2. For fixed n, the inner sum over m can be computed using the cotangent series expansion. As n → ±∞ in symmetric intervals, these sums contribute -2πi/z.

theorem EisensteinSeries.hasSum_e2Summand_symmetricIcc (z : UpperHalfPlane) : HasSum (fun (x : ℤ) => e2Summand x z) (2 * riemannZeta 2 - 8 * ↑Real.pi ^ 2 * ∑' (n : ℕ+), ↑((ArithmeticFunction.sigma 1) ↑n) * Complex.exp (2 * ↑Real.pi * Complex.I * ↑z) ^ ↑n) (SummationFilter.symmetricIcc ℤ)

theorem EisensteinSeries.summable_e2Summand_symmetricIcc (z : UpperHalfPlane) : Summable (fun (x : ℤ) => e2Summand x z) (SummationFilter.symmetricIcc ℤ)

theorem EisensteinSeries.G2_eq_tsum_cexp (z : UpperHalfPlane) : G2 z = 2 * riemannZeta 2 - 8 * ↑Real.pi ^ 2 * ∑' (n : ℕ+), ↑((ArithmeticFunction.sigma 1) ↑n) * Complex.exp (2 * ↑Real.pi * Complex.I * ↑z) ^ ↑n

theorem EisensteinSeries.tendsto_e2Summand_atTop_nhds_zero (z : UpperHalfPlane) : Filter.Tendsto (fun (x : ℤ) => e2Summand x z) Filter.atTop (nhds 0)

theorem EisensteinSeries.hasSum_e2Summand_symmetricIco (z : UpperHalfPlane) : HasSum (fun (x : ℤ) => e2Summand x z) (2 * riemannZeta 2 - 8 * ↑Real.pi ^ 2 * ∑' (n : ℕ+), ↑((ArithmeticFunction.sigma 1) ↑n) * Complex.exp (2 * ↑Real.pi * Complex.I * ↑z) ^ ↑n) (SummationFilter.symmetricIco ℤ)

theorem EisensteinSeries.summable_e2Summand_symmetricIco (z : UpperHalfPlane) : Summable (fun (x : ℤ) => e2Summand x z) (SummationFilter.symmetricIco ℤ)
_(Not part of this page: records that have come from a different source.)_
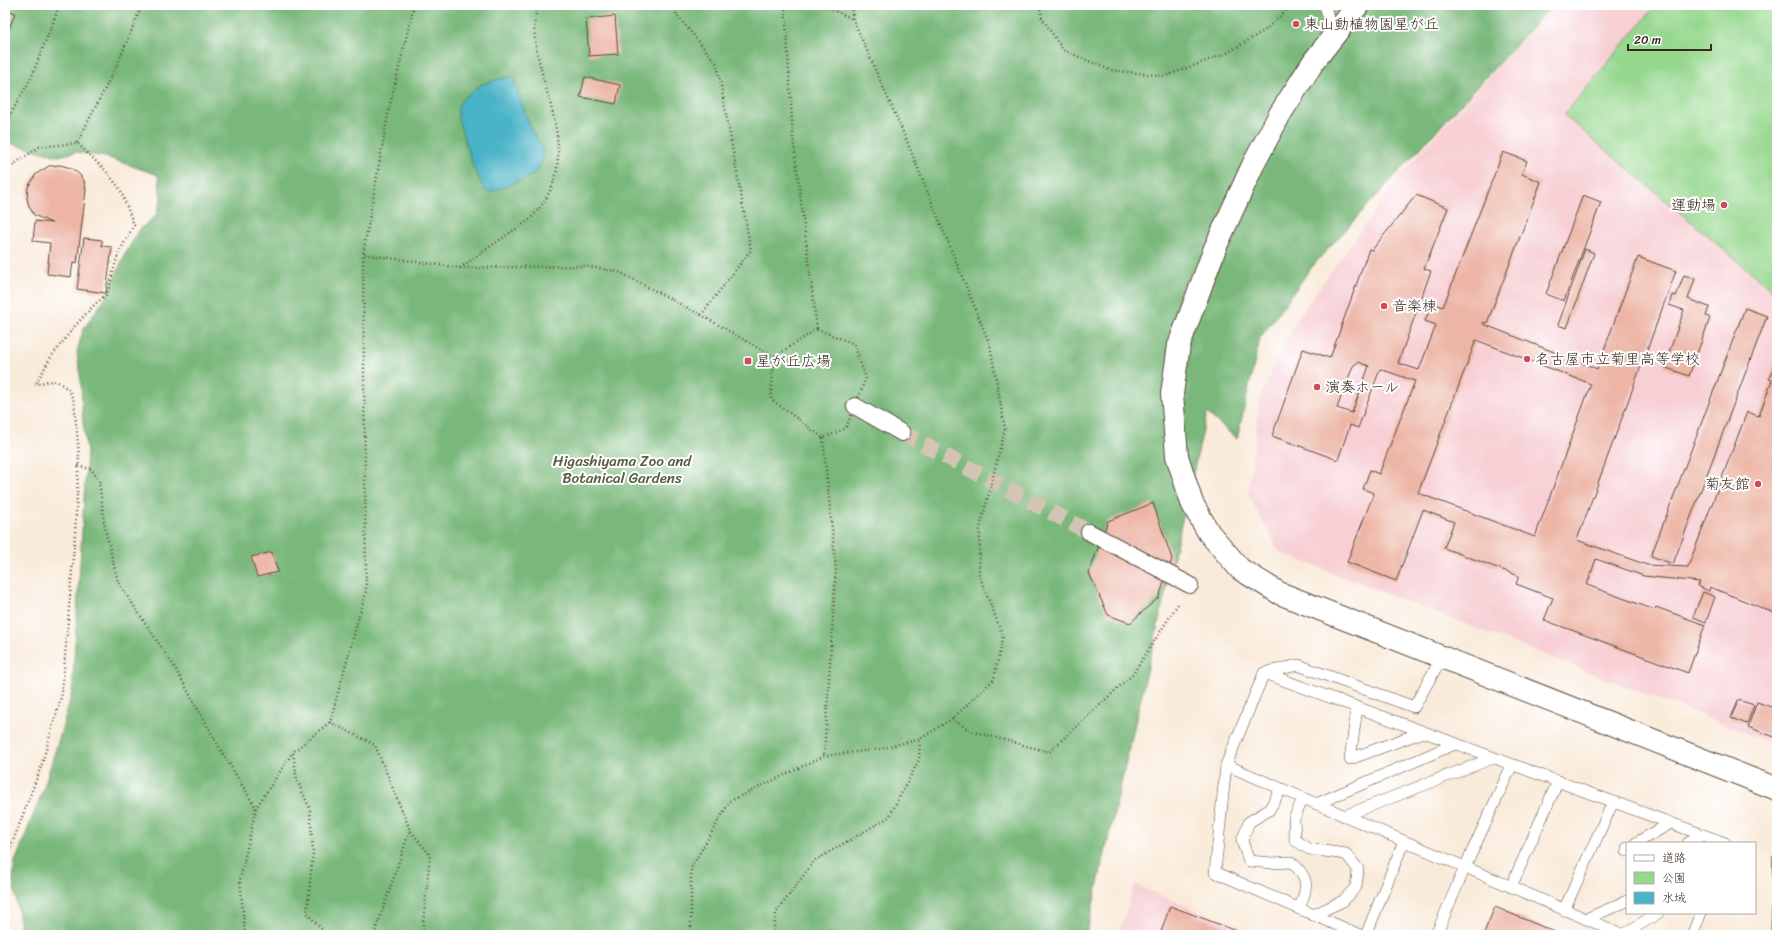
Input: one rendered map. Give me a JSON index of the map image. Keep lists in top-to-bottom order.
{
  "parks": ["Higashiyama Zoo and Botanical Gardens"],
  "places": {
    "other": [
      "東山動植物園星が丘",
      "運動場",
      "音楽棟",
      "名古屋市立菊里高等学校",
      "演奏ホール",
      "菊友館"
    ],
    "transit": ["星が丘広場"]
  },
  "legend": ["道路", "公園", "水域"],
  "scale_bar": "20 m"
}
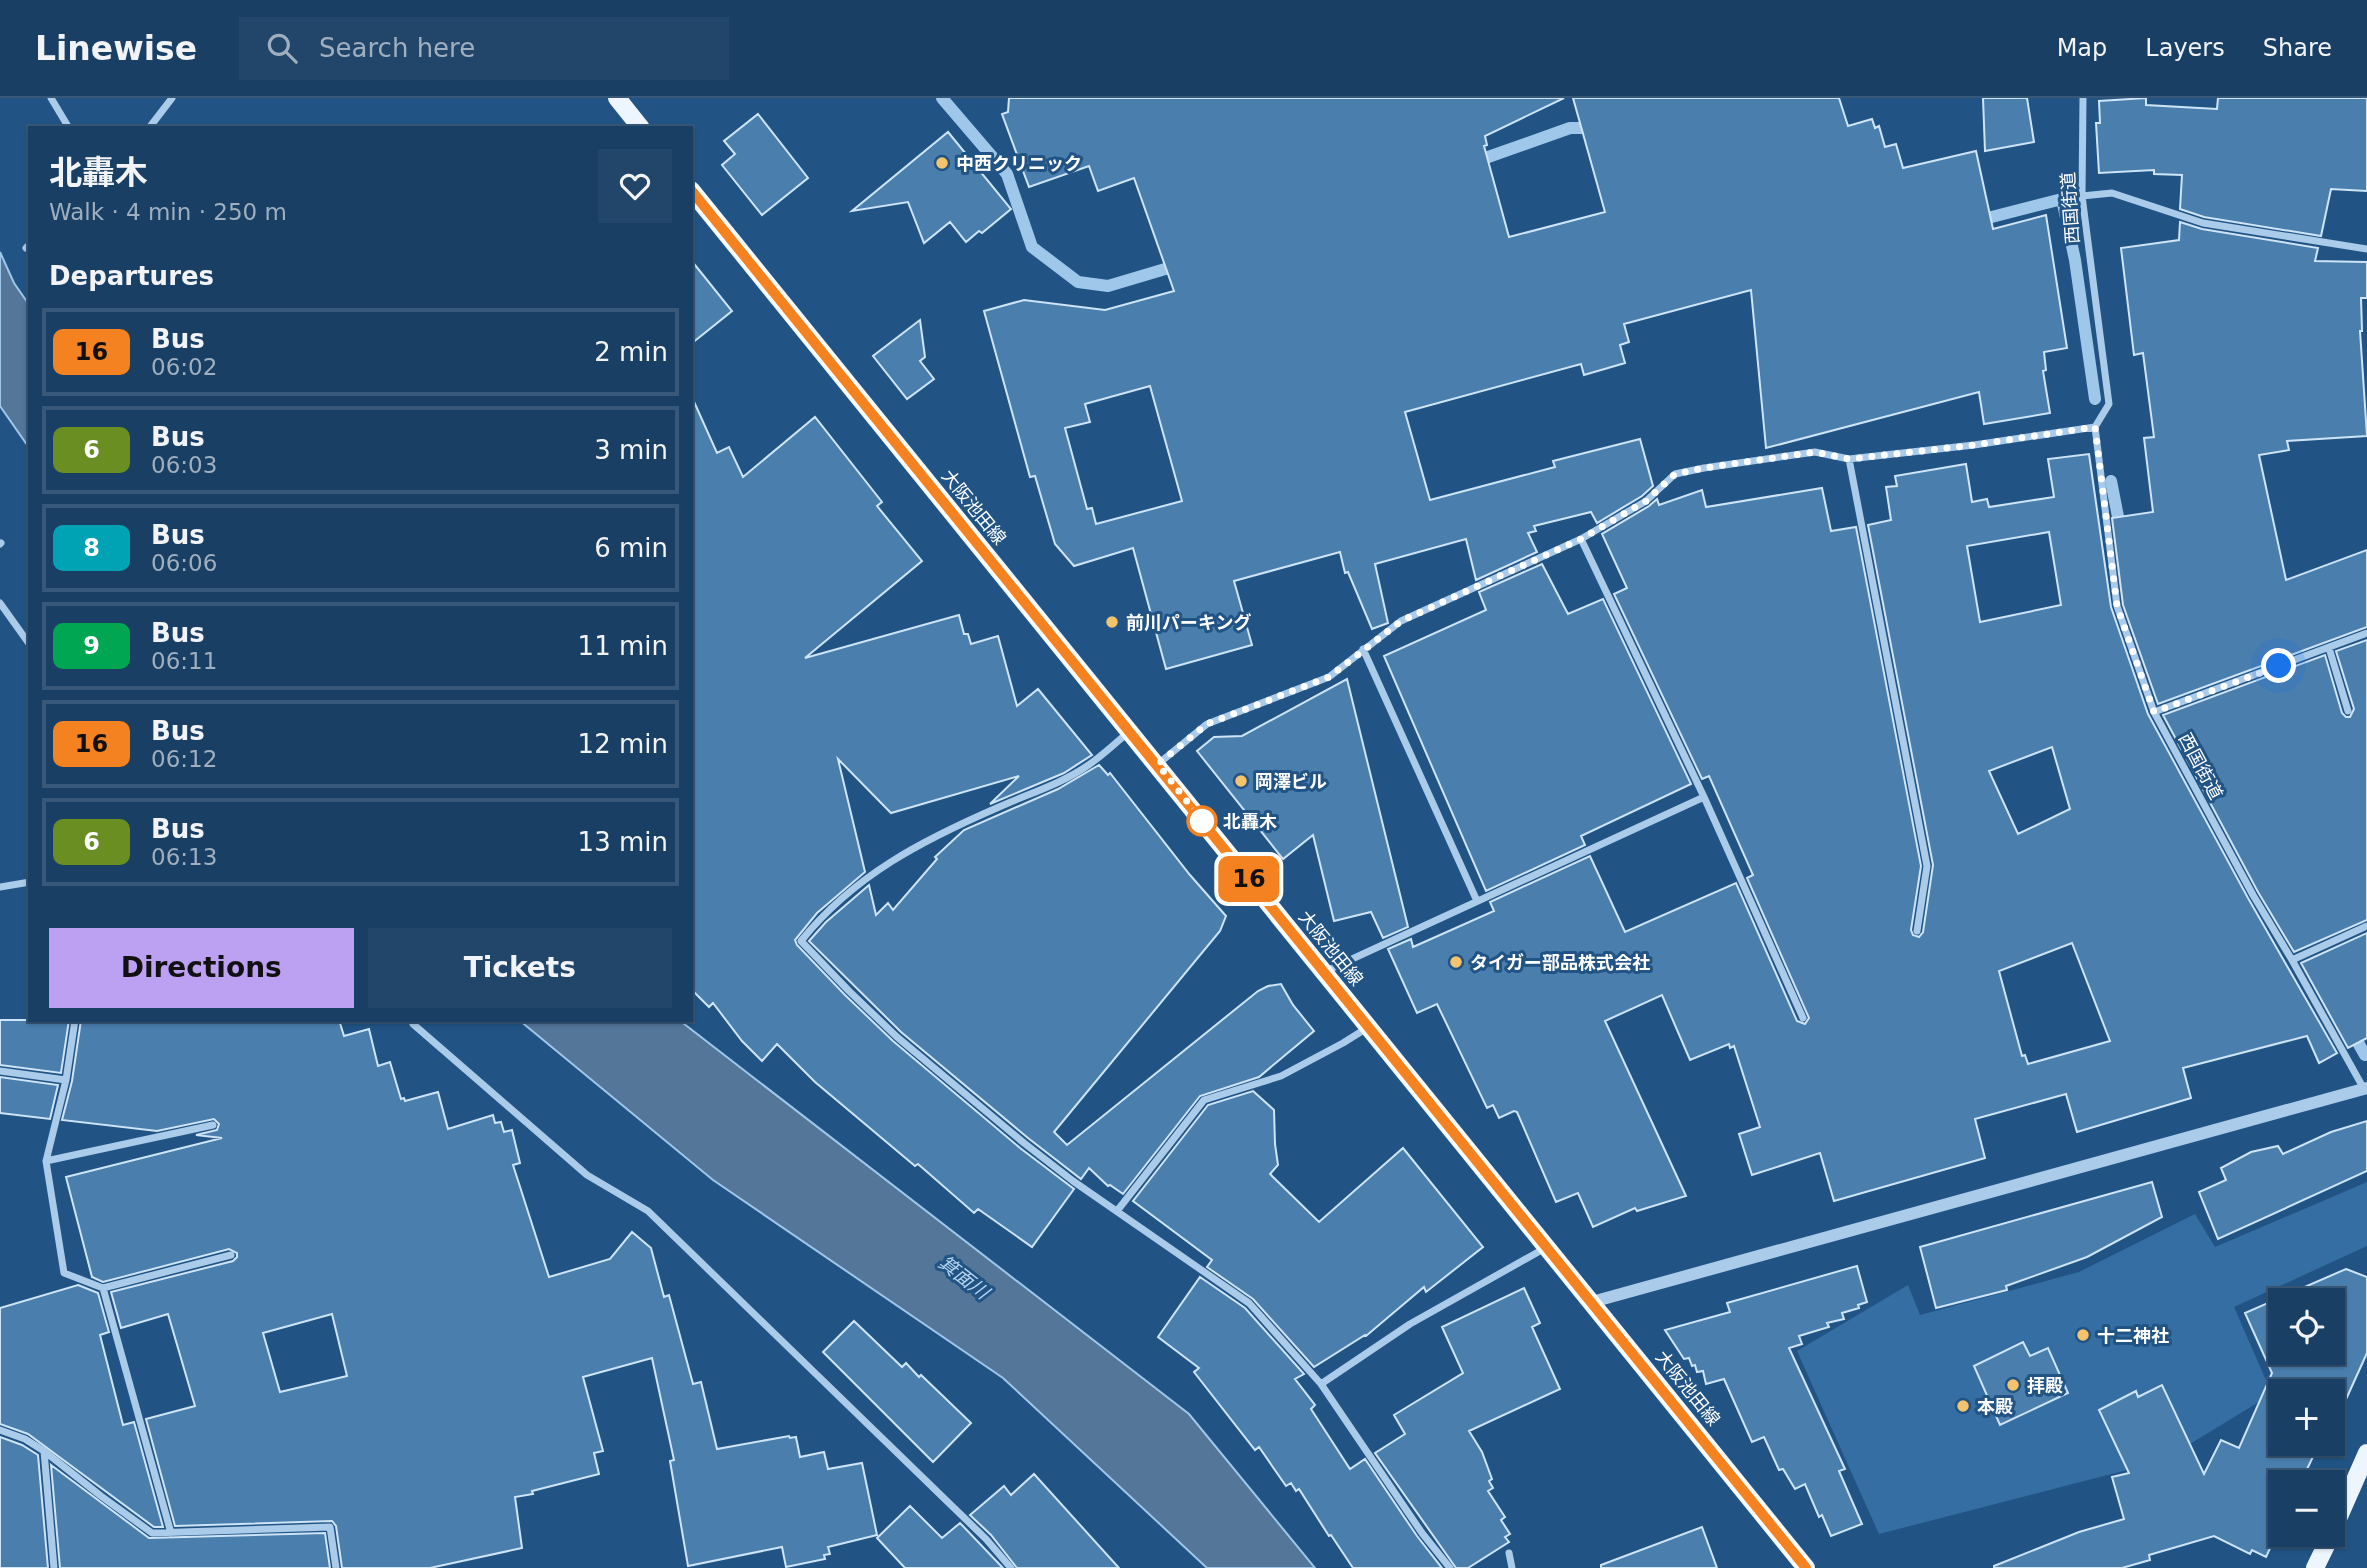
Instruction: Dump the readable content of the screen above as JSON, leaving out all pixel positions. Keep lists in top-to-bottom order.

theorem EisensteinSeries.G2_eq_tsum_symmetricIco (z : UpperHalfPlane) : G2 z = ∑'[SummationFilter.symmetricIco ℤ] (m : ℤ), e2Summand m z

theorem EisensteinSeries.summable_left_one_div_linear_sub_one_div_linear (z : UpperHalfPlane) (a b : ℤ) : Summable fun (m : ℤ) => 1 / (↑m * ↑z + ↑a) - 1 / (↑m * ↑z + ↑b)

theorem EisensteinSeries.summable_right_one_div_linear_sub_one_div_linear_succ (z : UpperHalfPlane) (m : ℤ) : Summable fun (b : ℤ) => 1 / (↑m * ↑z + ↑b) - 1 / (↑m * ↑z + ↑b + 1)

theorem EisensteinSeries.tendsto_double_sum_S_act (z : UpperHalfPlane) : Filter.Tendsto (fun (N : ℕ) => ∑' (n : ℤ), ∑ m ∈ Finset.Ico (-↑N) ↑N, 1 / (↑n * ↑z + ↑m) ^ 2) Filter.atTop (nhds ((↑z ^ 2)⁻¹ * G2 (ModularGroup.S • z)))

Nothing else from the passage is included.